In October, Sears' parent corporation filed for bankruptcy protection. The retailer seemed in danger of going out of business after more than a century. Yet Lampert still sees something in Sears. He hopes to restart the engine, and to do so he bought the company's assets, including stores and the DieHard and Kenmore brands, for $5.2 billion.

Lampert's plans include opening some smaller Sears stores and reinvesting in some of those great brand names. The company is looking to put the DieHard name on everything from lawn and garden products to camping gear. As Sears regroups, Lampert is the subject of a newly filed lawsuit by Sears Holdings Corp., the former parent company, which alleges he stripped the company of $2 billion in assets before bankruptcy.

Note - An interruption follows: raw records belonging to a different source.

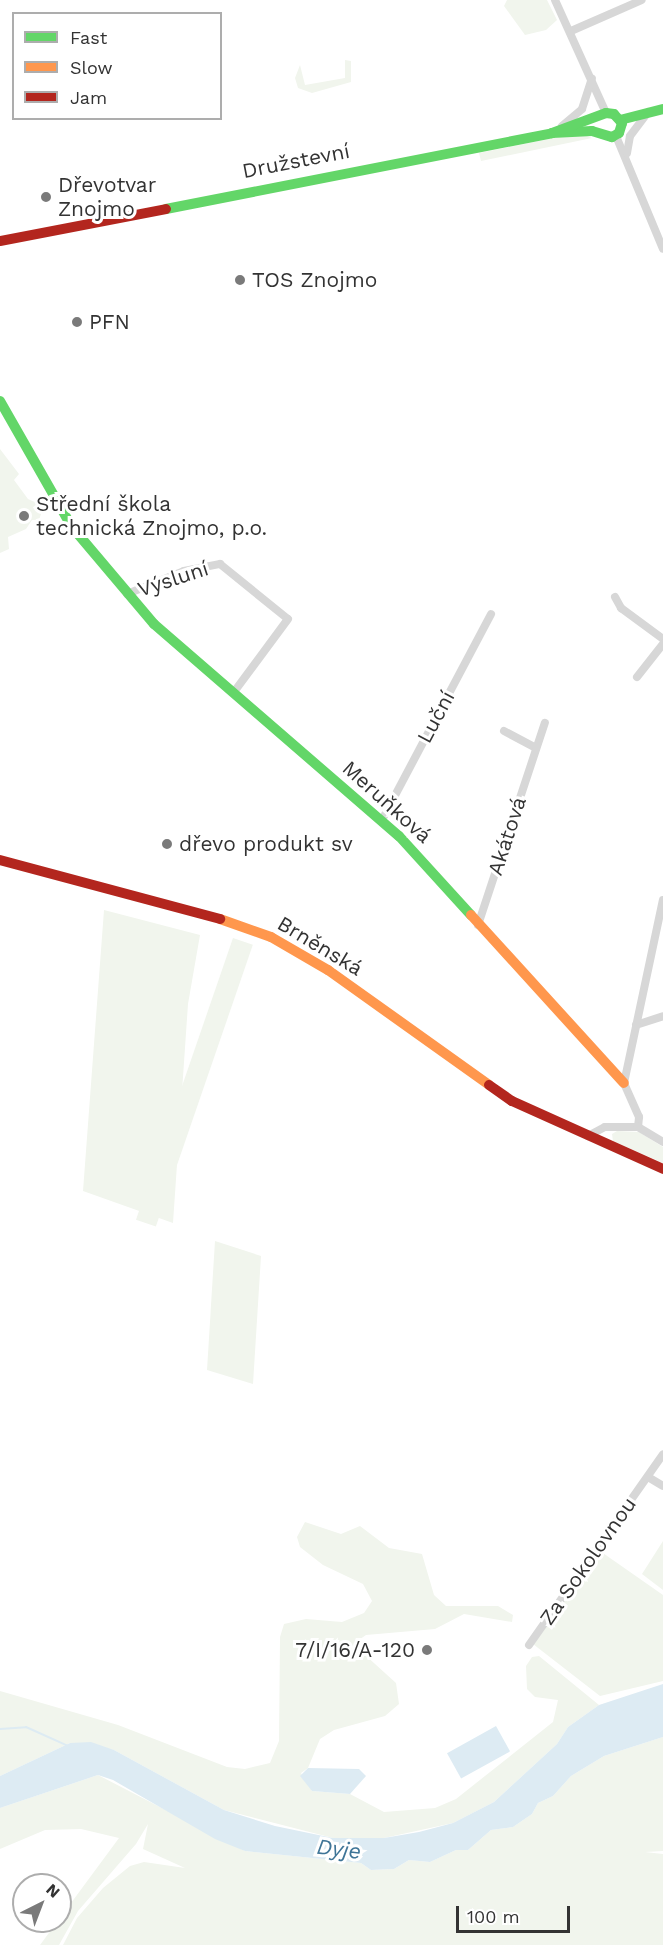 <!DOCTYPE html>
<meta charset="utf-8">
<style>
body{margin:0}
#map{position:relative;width:663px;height:1945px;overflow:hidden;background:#fff;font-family:"Work Sans",sans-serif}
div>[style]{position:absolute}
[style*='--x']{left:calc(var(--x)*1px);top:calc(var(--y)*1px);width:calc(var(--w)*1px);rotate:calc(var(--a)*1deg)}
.green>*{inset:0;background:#f1f5ed;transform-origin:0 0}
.water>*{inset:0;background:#ddebf3;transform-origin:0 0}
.stream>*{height:2px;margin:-1px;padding:0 1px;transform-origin:1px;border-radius:1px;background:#ddebf3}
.street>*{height:8px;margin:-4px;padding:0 4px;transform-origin:4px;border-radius:4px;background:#d7d7d7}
.fast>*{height:10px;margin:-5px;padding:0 5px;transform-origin:5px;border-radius:5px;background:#63d668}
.slow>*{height:10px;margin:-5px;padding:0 5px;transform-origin:5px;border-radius:5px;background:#ff974d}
.jam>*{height:10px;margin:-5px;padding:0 5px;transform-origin:5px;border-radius:5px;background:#b3261e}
.dots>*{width:16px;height:16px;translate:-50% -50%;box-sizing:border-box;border:3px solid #fff;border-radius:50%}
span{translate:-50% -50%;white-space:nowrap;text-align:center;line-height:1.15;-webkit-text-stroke:6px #fff;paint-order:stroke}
.street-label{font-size:21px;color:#333}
.poi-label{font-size:21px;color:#333}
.left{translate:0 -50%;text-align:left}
.right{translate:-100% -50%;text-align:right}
.water-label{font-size:22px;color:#3f7597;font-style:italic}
.legend{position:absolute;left:12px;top:12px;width:210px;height:108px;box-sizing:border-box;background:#fff;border:2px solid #adadad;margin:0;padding:8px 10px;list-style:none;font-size:18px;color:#333}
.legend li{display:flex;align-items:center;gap:12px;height:30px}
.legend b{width:30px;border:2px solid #adadad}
.north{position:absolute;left:12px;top:1873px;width:60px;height:60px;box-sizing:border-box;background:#fff;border:2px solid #adadad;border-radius:50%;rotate:42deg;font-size:16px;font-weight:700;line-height:24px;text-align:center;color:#333}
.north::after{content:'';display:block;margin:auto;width:21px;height:27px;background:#7a7a7a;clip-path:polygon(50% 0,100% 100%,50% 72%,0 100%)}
.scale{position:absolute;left:456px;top:1906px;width:114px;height:27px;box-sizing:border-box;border:3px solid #333;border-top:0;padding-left:8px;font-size:18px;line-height:21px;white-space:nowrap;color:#333;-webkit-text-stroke:4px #fff;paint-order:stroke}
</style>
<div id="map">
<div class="green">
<div style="clip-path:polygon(507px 0,547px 0,557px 20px,546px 30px,525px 35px,504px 6px)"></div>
<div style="clip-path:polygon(345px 60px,351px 61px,351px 82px,312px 93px,298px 88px,295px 78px,300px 65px,305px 85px,345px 78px)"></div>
<div style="clip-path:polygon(579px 133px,592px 138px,481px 161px,479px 153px)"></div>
<div style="clip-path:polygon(0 449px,19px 474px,14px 480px,28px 499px,39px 504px,41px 514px,39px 520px,32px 520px,26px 529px,8px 537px,9px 549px,0 553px)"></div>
<div style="clip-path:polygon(104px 910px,200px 935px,188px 1004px,173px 1223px,83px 1191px)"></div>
<div style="left:233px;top:938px;width:21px;height:298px;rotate:19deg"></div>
<div style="clip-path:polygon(617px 1131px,639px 1132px,663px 1147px,663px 1163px,613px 1141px,612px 1134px)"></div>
<div style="clip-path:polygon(215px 1241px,261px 1256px,253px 1384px,207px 1370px)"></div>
<div style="clip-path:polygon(305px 1522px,341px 1534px,360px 1526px,389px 1548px,422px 1554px,434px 1595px,446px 1606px,498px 1606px,513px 1615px,512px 1622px,464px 1614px,435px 1629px,366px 1635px,353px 1644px,396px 1683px,399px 1704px,385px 1716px,334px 1730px,320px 1739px,308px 1768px,301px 1773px,312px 1791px,350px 1794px,384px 1812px,435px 1808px,456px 1799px,553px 1722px,558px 1700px,535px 1697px,527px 1689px,526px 1666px,532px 1657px,539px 1656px,599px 1705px,568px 1727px,557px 1744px,494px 1802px,453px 1823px,384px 1838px,333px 1838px,224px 1810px,114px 1750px,70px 1743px,0 1776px,0 1691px,118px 1725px,227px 1767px,245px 1769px,270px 1763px,279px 1741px,280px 1637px,284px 1624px,306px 1619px,342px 1622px,364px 1613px,372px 1601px,363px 1584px,323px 1565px,300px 1547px,297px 1537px)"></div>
<div style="clip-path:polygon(663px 1541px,663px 1590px,642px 1574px)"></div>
<div style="clip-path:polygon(600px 1551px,663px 1595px,663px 1681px,600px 1696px,533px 1644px)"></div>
<div style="clip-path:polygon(663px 1737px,663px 1851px,645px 1852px,663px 1854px,663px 1945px,63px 1945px,77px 1918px,103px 1888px,130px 1866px,144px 1862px,185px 1868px,143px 1849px,148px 1824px,136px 1844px,78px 1911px,59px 1945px,40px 1945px,119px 1838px,81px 1829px,45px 1830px,0 1849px,0 1808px,98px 1775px,245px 1851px,361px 1863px,371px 1870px,394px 1869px,409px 1860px,430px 1862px,456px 1850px,468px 1850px,491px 1830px,513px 1827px,532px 1814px,538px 1803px,553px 1796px,571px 1776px,604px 1756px)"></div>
</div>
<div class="water">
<div style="clip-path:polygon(663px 1684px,663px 1737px,604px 1756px,571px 1776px,553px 1796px,538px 1803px,532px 1814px,513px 1827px,491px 1830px,468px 1850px,456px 1850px,430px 1862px,409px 1860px,394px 1869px,371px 1870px,361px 1863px,245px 1851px,215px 1839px,113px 1780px,98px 1775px,0 1808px,0 1776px,70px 1743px,91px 1742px,114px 1750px,224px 1810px,275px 1826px,333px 1838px,384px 1838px,419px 1832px,453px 1823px,494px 1802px,557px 1744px,568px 1727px,599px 1705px)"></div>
<div style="left:496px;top:1726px;width:29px;height:56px;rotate:61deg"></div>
<div style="clip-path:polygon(308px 1768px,359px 1769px,366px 1776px,350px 1794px,312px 1791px,300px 1776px)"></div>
</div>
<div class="stream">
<div style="--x:0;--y:1729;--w:26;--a:-4"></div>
<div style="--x:26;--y:1727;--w:46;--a:24.3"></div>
</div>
<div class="street">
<div style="--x:555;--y:0;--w:124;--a:65.7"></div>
<div style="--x:571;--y:31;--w:77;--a:-23.6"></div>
<div style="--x:562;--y:126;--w:26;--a:-40"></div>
<div style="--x:582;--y:109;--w:32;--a:-72"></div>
<div style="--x:616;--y:136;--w:122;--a:67.4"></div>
<div style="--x:627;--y:153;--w:17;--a:-80"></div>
<div style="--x:630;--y:136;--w:30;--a:-53"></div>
<div style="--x:127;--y:594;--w:61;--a:-22"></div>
<div style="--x:184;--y:571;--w:37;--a:-11"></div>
<div style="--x:220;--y:564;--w:87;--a:39"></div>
<div style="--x:288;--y:619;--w:91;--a:126.5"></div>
<div style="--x:615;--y:597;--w:13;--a:61"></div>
<div style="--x:621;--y:608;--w:52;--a:36.4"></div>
<div style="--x:637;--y:677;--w:42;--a:-51.8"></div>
<div style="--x:504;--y:731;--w:36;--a:28"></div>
<div style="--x:382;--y:820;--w:233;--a:-62.1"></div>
<div style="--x:478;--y:925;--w:213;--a:-71.7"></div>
<div style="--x:636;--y:1025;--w:28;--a:-18"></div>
<div style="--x:638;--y:1127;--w:10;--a:-84"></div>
<div style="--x:639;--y:1117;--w:37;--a:-114"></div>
<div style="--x:624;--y:1083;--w:187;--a:-78"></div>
<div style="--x:588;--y:1136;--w:19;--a:-28"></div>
<div style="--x:605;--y:1127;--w:33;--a:0"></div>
<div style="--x:638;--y:1127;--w:29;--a:31"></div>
<div style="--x:648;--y:1477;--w:17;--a:31"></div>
<div style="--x:529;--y:1645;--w:233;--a:-54.9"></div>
</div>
<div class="fast">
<div style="--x:620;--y:120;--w:44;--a:-14.3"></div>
<div style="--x:166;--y:209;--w:393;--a:-11.1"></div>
<div style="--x:552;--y:133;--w:40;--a:-2.9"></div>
<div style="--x:592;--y:131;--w:21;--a:17"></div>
<div style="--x:612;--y:137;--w:8;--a:-30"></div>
<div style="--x:619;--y:133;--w:10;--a:-73"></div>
<div style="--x:622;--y:123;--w:12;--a:-132"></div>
<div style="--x:614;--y:114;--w:8;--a:-173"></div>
<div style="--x:606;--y:113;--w:58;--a:159.7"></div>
<div style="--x:0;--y:401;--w:145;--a:60.3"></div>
<div style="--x:72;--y:527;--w:127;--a:49.8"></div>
<div style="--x:154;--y:624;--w:324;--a:40.9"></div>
<div style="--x:399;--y:836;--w:107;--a:47.7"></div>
</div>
<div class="slow">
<div style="--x:471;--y:915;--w:227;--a:47.7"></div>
<div style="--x:220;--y:919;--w:54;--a:19.4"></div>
<div style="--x:271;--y:937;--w:66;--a:30.1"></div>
<div style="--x:328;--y:970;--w:198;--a:35.5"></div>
</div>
<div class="jam">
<div style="--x:0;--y:241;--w:169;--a:-10.9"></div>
<div style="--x:0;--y:860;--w:228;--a:15"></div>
<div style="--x:489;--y:1085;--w:28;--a:35"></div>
<div style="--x:512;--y:1101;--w:166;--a:24.2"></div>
</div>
<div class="dots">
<div style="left:46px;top:197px;background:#7a7a7a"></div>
<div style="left:240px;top:280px;background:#7a7a7a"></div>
<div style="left:77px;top:322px;background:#7a7a7a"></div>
<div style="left:24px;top:516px;background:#7a7a7a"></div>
<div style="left:167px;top:844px;background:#7a7a7a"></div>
<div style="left:427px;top:1650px;background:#7a7a7a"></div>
</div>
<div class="street-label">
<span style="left:296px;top:161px;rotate:-11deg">Družstevní</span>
<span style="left:173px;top:579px;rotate:-18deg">Výsluní</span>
<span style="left:436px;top:717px;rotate:-62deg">Luční</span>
<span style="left:387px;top:802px;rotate:42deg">Meruňková</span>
<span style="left:507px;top:836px;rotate:-72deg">Akátová</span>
<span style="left:320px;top:946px;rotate:31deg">Brněnská</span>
<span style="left:588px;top:1561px;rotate:-55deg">Za Sokolovnou</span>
</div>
<div class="poi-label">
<span class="left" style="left:58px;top:197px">Dřevotvar<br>Znojmo</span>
<span class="left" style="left:252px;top:280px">TOS Znojmo</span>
<span class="left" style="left:89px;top:322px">PFN</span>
<span class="left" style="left:36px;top:516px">Střední škola<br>technická Znojmo, p.o.</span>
<span class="left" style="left:179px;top:844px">dřevo produkt sv</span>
<span class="right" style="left:415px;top:1650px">7/I/16/A-120</span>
</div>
<div class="water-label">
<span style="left:339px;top:1849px;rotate:7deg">Dyje</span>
</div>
<ul class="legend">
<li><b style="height:8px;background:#63d668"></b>Fast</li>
<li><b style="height:8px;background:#ff974d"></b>Slow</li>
<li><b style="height:8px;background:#b3261e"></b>Jam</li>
</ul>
<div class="north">N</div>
<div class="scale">100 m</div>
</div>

Legal matters aside, Sears still must answer the question of why it should exist in a retail environment where it's often more convenient to buy something via smartphone and wait for delivery than drive to the mall. Sears, with its former catalog business and home delivery, was the Amazon of its day. But companies that dominate their industry are promised nothing over the long haul except that they'll be challenged by newcomers with new ideas and perhaps a leaner cost structure. The rejoinder to that: Some companies that get knocked around by the competition do reinvent themselves. How about Sears? In the free-market system, someone's always looking to offer a better product or a better deal. That's great for consumers. Whether it's great for Sears depends on what Lampert does next.